Please copy every line from the following entries in which the word "سینا" appears.

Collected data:
"""
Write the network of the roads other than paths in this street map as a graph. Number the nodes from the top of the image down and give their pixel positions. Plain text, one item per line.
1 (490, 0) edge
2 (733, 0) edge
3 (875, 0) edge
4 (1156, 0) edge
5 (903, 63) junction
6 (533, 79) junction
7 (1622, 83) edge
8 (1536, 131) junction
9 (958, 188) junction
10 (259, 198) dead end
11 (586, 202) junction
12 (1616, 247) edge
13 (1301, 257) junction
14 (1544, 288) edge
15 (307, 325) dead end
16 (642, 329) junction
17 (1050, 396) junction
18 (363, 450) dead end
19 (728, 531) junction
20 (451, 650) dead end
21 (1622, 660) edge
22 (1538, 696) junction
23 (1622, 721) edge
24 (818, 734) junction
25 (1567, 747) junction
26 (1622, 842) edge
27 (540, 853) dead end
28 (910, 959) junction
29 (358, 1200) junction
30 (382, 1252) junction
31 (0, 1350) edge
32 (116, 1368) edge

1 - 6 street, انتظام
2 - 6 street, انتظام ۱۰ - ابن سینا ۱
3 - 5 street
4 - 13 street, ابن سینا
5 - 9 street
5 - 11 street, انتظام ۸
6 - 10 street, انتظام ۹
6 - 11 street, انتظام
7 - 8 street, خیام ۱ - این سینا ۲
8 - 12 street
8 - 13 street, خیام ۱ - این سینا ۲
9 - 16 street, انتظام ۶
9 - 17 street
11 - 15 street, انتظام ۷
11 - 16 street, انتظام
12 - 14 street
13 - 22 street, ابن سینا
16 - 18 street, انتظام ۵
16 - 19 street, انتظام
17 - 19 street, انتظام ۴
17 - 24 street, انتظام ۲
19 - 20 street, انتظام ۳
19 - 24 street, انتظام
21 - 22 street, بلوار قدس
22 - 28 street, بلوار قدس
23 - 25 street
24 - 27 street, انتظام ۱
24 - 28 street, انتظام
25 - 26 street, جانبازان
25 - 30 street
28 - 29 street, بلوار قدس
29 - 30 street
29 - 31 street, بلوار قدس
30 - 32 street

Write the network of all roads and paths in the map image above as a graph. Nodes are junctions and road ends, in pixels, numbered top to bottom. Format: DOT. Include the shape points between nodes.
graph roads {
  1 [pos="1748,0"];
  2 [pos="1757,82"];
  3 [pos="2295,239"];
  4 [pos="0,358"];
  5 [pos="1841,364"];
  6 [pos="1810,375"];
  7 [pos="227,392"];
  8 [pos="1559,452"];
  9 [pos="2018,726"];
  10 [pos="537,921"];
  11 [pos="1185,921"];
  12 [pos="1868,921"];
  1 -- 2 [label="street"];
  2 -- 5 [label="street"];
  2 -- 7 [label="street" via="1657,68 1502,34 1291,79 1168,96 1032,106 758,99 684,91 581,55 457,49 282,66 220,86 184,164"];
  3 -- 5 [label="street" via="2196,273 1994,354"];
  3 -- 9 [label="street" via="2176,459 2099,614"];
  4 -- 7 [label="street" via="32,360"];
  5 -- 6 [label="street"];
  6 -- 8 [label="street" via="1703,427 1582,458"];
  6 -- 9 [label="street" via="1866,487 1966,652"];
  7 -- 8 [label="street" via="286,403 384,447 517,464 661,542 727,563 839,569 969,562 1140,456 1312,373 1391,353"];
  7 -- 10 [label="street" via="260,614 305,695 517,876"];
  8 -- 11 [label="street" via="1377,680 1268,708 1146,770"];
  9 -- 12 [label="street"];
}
"""
Solution to the exercise
2 - 6 street, انتظام ۱۰ - ابن سینا ۱
4 - 13 street, ابن سینا
7 - 8 street, خیام ۱ - این سینا ۲
8 - 13 street, خیام ۱ - این سینا ۲
13 - 22 street, ابن سینا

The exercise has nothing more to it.